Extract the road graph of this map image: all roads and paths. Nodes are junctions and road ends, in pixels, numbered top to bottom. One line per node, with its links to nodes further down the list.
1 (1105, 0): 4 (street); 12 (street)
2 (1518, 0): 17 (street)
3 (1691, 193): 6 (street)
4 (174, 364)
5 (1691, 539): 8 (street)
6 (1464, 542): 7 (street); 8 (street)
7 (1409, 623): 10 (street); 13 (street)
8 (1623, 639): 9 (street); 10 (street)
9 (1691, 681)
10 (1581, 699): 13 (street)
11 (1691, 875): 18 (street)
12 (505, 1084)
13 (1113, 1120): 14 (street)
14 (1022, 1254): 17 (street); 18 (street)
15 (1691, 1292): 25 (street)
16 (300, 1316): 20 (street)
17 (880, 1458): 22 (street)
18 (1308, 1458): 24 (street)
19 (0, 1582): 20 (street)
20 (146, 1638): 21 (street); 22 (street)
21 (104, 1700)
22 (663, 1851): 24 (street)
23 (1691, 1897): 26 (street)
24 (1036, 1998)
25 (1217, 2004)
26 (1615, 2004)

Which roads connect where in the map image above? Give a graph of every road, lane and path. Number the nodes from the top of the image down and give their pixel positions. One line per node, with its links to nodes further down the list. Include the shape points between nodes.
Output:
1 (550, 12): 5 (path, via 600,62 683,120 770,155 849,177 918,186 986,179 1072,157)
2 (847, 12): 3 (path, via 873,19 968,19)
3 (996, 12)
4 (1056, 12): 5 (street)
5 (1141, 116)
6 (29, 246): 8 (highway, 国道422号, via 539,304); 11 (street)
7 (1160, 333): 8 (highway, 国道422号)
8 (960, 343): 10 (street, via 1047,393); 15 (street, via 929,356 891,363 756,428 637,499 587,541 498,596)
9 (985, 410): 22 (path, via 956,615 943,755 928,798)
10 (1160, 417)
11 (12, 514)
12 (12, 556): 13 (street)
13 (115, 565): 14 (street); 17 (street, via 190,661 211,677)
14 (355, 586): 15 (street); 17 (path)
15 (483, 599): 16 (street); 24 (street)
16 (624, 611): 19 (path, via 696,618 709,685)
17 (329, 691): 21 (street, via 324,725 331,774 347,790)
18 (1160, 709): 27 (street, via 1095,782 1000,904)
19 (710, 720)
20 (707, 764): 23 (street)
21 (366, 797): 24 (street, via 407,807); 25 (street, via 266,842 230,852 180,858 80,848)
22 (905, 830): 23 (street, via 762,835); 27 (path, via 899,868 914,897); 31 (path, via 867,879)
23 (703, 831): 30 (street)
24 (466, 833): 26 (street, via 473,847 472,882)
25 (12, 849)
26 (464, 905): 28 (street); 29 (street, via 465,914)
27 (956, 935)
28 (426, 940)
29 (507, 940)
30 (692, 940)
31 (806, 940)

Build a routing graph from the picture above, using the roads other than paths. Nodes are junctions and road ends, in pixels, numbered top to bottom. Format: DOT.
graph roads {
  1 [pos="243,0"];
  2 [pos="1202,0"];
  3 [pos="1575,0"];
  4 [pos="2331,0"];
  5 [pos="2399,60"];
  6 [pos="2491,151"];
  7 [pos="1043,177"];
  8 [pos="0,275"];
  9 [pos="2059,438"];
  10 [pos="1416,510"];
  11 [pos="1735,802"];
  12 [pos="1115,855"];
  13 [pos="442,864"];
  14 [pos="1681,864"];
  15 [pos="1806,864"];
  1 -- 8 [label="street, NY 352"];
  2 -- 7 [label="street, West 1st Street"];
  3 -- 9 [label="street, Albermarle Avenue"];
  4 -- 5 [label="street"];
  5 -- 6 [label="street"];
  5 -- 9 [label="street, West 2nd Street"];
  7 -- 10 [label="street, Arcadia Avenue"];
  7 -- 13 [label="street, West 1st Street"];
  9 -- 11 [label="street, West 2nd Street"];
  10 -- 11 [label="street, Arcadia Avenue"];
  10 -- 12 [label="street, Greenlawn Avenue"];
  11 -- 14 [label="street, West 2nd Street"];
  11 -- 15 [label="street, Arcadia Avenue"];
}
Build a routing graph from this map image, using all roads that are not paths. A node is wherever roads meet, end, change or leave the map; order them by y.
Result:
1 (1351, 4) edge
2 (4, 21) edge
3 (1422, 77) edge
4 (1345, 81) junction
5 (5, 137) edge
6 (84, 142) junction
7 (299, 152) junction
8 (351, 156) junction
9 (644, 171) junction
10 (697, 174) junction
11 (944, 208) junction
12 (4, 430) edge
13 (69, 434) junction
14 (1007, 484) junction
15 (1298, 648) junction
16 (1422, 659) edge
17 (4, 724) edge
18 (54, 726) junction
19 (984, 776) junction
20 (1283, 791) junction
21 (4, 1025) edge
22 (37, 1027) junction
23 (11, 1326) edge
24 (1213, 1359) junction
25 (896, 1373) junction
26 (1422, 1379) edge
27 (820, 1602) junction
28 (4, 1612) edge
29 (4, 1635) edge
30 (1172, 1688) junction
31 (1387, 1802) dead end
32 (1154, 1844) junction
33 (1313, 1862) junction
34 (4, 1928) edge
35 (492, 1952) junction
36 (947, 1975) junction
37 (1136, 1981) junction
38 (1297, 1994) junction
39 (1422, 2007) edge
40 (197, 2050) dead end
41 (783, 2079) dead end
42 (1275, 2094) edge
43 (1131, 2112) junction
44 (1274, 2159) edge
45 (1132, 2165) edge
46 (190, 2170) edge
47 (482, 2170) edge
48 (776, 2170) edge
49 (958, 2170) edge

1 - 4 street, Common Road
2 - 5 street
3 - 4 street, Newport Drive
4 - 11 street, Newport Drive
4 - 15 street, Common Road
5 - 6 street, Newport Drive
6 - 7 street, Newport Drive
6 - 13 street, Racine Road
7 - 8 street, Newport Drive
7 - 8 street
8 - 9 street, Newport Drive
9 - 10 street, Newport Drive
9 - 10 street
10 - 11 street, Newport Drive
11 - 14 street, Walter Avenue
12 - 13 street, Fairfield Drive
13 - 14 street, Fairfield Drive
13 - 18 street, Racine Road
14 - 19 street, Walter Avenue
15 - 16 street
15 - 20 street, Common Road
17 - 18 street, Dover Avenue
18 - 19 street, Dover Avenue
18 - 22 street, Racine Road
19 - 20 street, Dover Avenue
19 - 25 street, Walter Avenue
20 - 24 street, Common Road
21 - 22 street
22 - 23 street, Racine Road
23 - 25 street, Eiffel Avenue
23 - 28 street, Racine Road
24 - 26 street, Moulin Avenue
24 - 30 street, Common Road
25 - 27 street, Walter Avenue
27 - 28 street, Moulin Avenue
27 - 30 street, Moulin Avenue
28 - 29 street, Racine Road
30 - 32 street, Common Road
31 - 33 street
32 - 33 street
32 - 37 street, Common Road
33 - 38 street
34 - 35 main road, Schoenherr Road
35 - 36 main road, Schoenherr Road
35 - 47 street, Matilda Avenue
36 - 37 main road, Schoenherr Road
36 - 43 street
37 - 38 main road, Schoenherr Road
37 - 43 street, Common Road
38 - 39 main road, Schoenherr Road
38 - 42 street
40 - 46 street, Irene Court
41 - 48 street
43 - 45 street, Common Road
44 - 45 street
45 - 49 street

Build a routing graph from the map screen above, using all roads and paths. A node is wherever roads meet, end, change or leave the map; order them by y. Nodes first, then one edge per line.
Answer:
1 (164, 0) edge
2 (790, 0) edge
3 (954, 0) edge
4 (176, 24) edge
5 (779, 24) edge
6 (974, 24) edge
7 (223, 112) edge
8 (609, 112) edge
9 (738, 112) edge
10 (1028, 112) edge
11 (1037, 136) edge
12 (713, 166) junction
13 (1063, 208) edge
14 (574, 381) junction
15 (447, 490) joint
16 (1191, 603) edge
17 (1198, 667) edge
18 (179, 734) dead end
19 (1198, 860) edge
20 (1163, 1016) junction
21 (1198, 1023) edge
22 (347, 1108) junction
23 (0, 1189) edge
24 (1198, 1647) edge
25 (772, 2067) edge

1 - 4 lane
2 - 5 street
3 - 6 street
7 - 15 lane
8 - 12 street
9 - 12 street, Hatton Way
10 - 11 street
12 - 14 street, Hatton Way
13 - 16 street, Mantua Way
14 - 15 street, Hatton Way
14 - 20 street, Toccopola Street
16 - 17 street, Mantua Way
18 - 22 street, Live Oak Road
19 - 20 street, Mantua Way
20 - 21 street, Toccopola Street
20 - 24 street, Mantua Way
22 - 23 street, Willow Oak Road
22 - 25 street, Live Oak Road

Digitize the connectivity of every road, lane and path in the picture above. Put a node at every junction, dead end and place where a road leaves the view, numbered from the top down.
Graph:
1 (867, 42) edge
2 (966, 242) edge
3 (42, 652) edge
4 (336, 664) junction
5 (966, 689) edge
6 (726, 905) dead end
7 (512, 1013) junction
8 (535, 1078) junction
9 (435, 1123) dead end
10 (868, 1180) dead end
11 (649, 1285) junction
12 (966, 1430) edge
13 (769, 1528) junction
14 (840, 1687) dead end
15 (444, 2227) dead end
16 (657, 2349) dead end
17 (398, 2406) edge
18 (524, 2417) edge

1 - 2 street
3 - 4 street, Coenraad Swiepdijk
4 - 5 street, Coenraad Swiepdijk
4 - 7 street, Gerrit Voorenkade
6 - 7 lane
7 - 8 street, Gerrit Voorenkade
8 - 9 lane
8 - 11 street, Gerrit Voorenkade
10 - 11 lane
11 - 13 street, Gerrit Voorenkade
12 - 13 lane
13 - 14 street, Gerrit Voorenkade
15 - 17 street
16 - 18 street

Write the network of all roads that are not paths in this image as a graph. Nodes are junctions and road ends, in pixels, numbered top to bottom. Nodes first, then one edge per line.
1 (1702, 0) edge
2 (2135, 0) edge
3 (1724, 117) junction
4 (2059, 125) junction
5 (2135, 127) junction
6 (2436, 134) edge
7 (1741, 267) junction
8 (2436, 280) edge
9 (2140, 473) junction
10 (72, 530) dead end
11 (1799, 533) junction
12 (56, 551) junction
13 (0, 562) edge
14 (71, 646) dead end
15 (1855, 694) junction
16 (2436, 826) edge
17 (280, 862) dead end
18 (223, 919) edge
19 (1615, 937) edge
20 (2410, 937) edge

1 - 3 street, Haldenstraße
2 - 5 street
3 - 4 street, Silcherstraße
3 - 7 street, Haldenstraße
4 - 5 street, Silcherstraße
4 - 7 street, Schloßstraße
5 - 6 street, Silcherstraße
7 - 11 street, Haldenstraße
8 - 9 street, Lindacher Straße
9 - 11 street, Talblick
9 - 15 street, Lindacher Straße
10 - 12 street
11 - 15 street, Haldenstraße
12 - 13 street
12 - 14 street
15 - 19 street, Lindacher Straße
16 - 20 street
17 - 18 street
+ + + + + + +
# Work to complete
Where a line in the records above contains the word "Live", copy that line.

# Answer to this exercise
18 - 22 street, Live Oak Road
22 - 25 street, Live Oak Road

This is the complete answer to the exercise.